No quise saber más. Un fin de semana cogimos un autobús de línea mis hermanos y yo y nos fuimos al pueblo, donde mis tíos vendrían a recogernos a la estación. Por un momento sentí hasta lástima por mi madre, por abandonarla con un loco turbulento como mi viejo, pero no podía más. El pueblo sería todo lo aburrido que tú quieras, y mis tíos unos tacaños que no se invitaban ni a una cocacola, pero al menos allí habría paz. Allí no me despertarían los gritos de mi padre hecho una furia por cualquier nimiedad, como que alguien se había dejado un plato sin fregar o que nuestro perro Piletus, se había hecho pis en una alfombra. Allí no tendría que escuchar a mi madre llorar por las esquinas, ni empezar a temblar cada vez que el jefe llegaba a casa con cara de mal humor. Incluso a veces cerraba con pestillo la puerta de mi cuarto por la noche antes de ir a dormir. De ese chiflado te puedes esperar cualquier cosa, pensaba.

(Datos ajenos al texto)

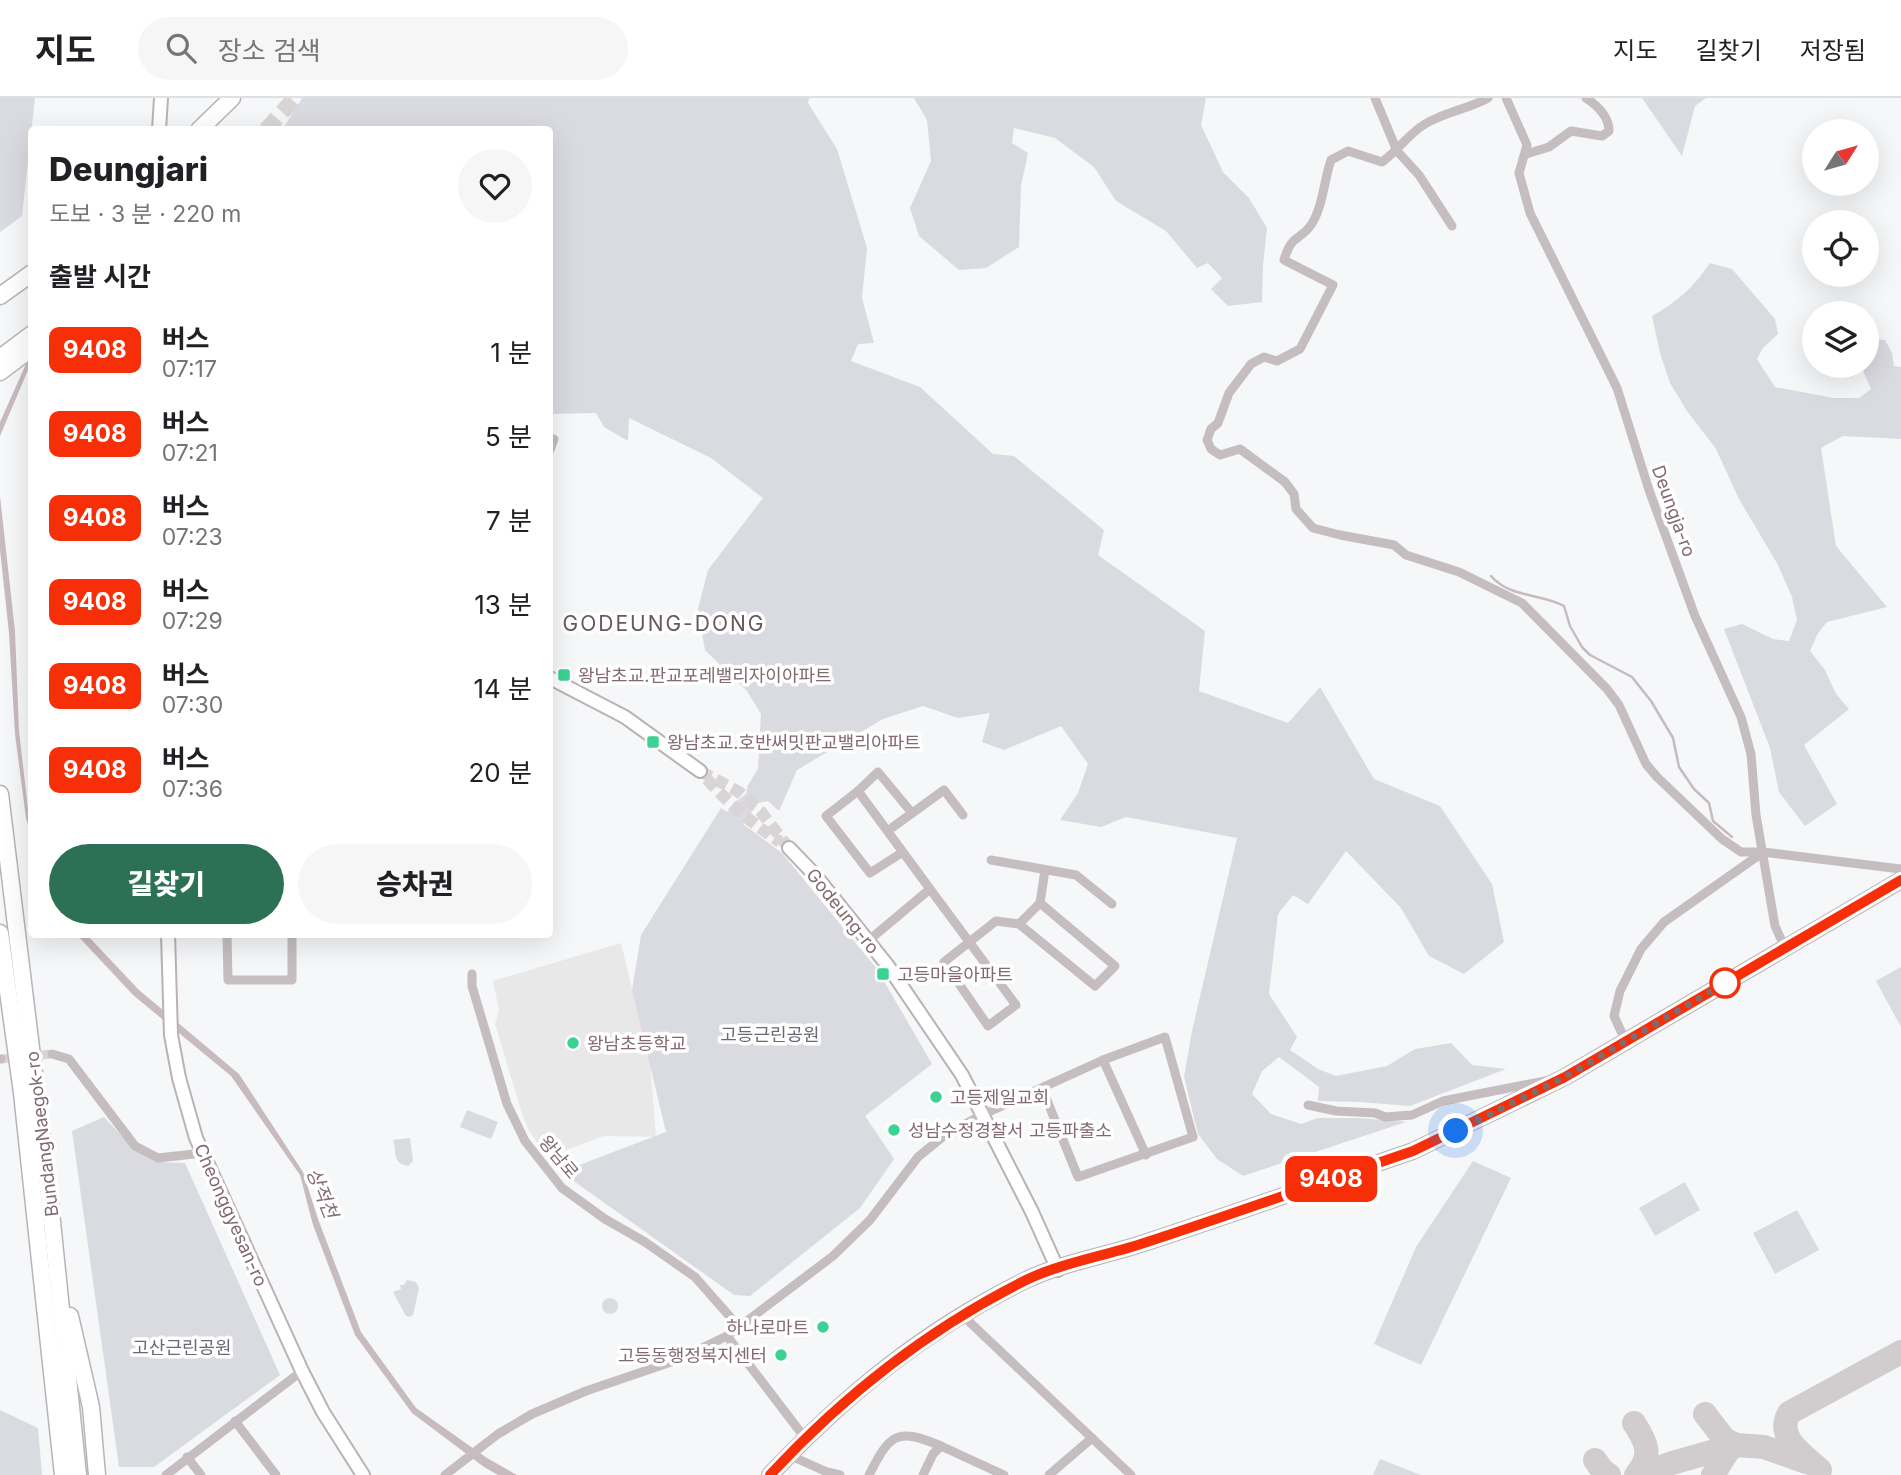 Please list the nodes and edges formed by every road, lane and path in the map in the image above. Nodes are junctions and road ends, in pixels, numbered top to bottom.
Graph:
1 (161, 98) edge
2 (1375, 98) edge
3 (1488, 98) edge
4 (1507, 98) edge
5 (1586, 98) edge
6 (227, 104) edge
7 (159, 126) edge
8 (203, 126) edge
9 (1397, 151) junction
10 (1526, 155) junction
11 (1452, 226) dead end
12 (28, 275) edge
13 (0, 296) edge
14 (28, 337) edge
15 (28, 351) edge
16 (0, 358) edge
17 (28, 363) edge
18 (0, 372) edge
19 (0, 384) edge
20 (553, 680) edge
21 (700, 771) tunnel mouth
22 (858, 791) junction
23 (0, 794) edge
24 (912, 813) junction
25 (963, 815) dead end
26 (893, 827) dead end
27 (789, 848) tunnel mouth
28 (903, 852) junction
29 (1763, 852) junction
30 (991, 860) dead end
31 (1901, 869) edge
32 (1045, 870) junction
33 (1901, 880) edge
34 (930, 890) junction
35 (1040, 903) junction
36 (1111, 904) dead end
37 (1019, 924) junction
38 (0, 933) edge
39 (168, 938) edge
40 (227, 938) edge
41 (292, 938) edge
42 (868, 940) junction
43 (970, 942) junction
44 (1785, 948) junction
45 (472, 974) dead end
46 (1626, 1042) junction
47 (52, 1054) tunnel mouth
48 (1103, 1060) junction
49 (1565, 1077) junction
50 (1042, 1088) junction
51 (1308, 1105) dead end
52 (982, 1115) junction
53 (203, 1153) junction
54 (1146, 1155) junction
55 (48, 1254) junction
56 (1058, 1269) junction
57 (961, 1314) junction
58 (740, 1327) junction
59 (727, 1336) junction
60 (302, 1371) junction
61 (235, 1421) junction
62 (805, 1438) junction
63 (1092, 1438) junction
64 (941, 1446) junction
65 (789, 1455) junction
66 (187, 1457) junction
67 (55, 1475) edge
68 (63, 1475) edge
69 (78, 1475) edge
70 (97, 1475) edge
71 (166, 1475) edge
72 (201, 1475) edge
73 (276, 1475) edge
74 (363, 1475) edge
75 (445, 1475) edge
76 (770, 1475) edge
77 (840, 1475) edge
78 (869, 1475) edge
79 (923, 1475) edge
80 (1004, 1475) edge
81 (1049, 1475) edge
82 (1132, 1475) edge

1 - 7 street
2 - 9 street
3 - 9 street
4 - 10 street, Deungja-ro
5 - 10 street
6 - 8 highway
9 - 11 street
9 - 29 street
10 - 29 street, Deungja-ro
12 - 13 highway
14 - 16 highway
15 - 18 highway
17 - 19 highway
20 - 21 street
22 - 24 street
22 - 28 street
22 - 28 street
23 - 55 highway, BundangNaegok-ro
24 - 25 street
24 - 26 street
27 - 42 street, Godeung-ro
28 - 34 street
29 - 31 street
29 - 44 street, Deungja-ro
29 - 46 street
30 - 32 street
32 - 35 street
32 - 36 street
33 - 44 main road
34 - 42 street
34 - 43 street
35 - 37 street
35 - 37 street
37 - 43 street
38 - 55 highway, BundangNaegok-ro
39 - 53 street, Cheonggyesan-ro
40 - 41 street
42 - 52 street, Godeung-ro
43 - 43 street
44 - 46 main road
45 - 58 street, 왕남로
46 - 49 main road
47 - 53 street
48 - 50 street
48 - 54 street
48 - 54 street
49 - 51 street
49 - 56 main road
50 - 52 street
50 - 54 street
52 - 56 street, Godeung-ro
52 - 58 street
53 - 60 street, Cheonggyesan-ro
55 - 67 highway
55 - 68 highway, BundangNaegok-ro
55 - 69 highway, BundangNaegok-ro
55 - 70 highway
56 - 57 main road
57 - 62 main road
57 - 63 street
58 - 59 street
59 - 62 street
59 - 75 street
60 - 61 street
60 - 74 street, Cheonggyesan-ro
61 - 66 street
61 - 73 street
62 - 65 main road
63 - 81 street
63 - 82 street
64 - 78 street
64 - 79 street
64 - 80 street
65 - 76 main road
65 - 77 street
66 - 71 street
66 - 72 street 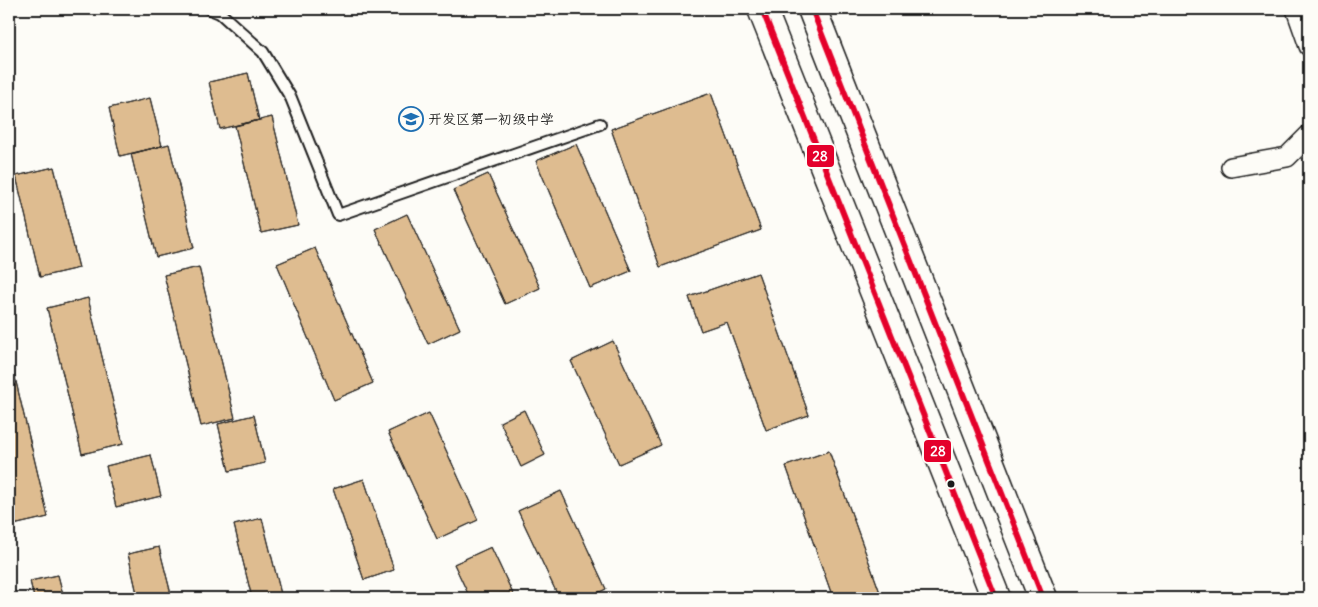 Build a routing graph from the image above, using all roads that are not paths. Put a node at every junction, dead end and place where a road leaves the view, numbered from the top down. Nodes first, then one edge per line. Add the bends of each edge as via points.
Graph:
1 (210, 9) edge
2 (762, 9) edge
3 (812, 9) edge
4 (1296, 9) edge
5 (1309, 46) edge
6 (600, 124) dead end
7 (1309, 135) edge
8 (1231, 167) dead end
9 (996, 598) edge
10 (1043, 598) edge

1 - 6 lane via 220,13 263,52 291,98 338,216
2 - 9 main road
3 - 10 main road
4 - 5 street
7 - 8 street via 1287,157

No me dio ninguna pena irme. No tenía nada que hacer en Madrid durante el verano. No tenía amigos. Lo más parecido a amigos era mi pandilla del comedor y mi colega de Taekwondo Pepe el Rubio. Los primeros desaparecieron el último día de clase y me dejaron comer solo... el último día de clase más triste y deprimente de la historia, y tampoco tenía sus teléfonos ni habíamos dicho nada de quedar. Mi amistad con ellos era solo circunstancial, para pasar el rato del comedor y nada más, y además eran pardillos a morir. Con Pepe me llevaba bien, pero el tío, cualquier cosa que no fuese el taekwondo, el boxeo, las pesas o entrenar de alguna manera, no le interesaba y además él ya tenía los amigos de su instituto.

Con este panorama, hice lo mejor que pude hacer. Irme al pueblo y al menos descansar. Dos meses y medio sin pensar en los estudios, en los amigos (que no tenía) o en mis padres. Aburrido sí, pero ¡qué paz! Sorprendentemente, mis padres apenas fueron por el pueblo ese año, cosas del trabajo supuse, así que doble relax. La guerra cotidiana empezaría otra vez el quince de septiembre de 1995, pero hasta entonces a disfrutar del sosiego que nos brindaba la España rural y provinciana del Tractor Amarillo y los años noventa.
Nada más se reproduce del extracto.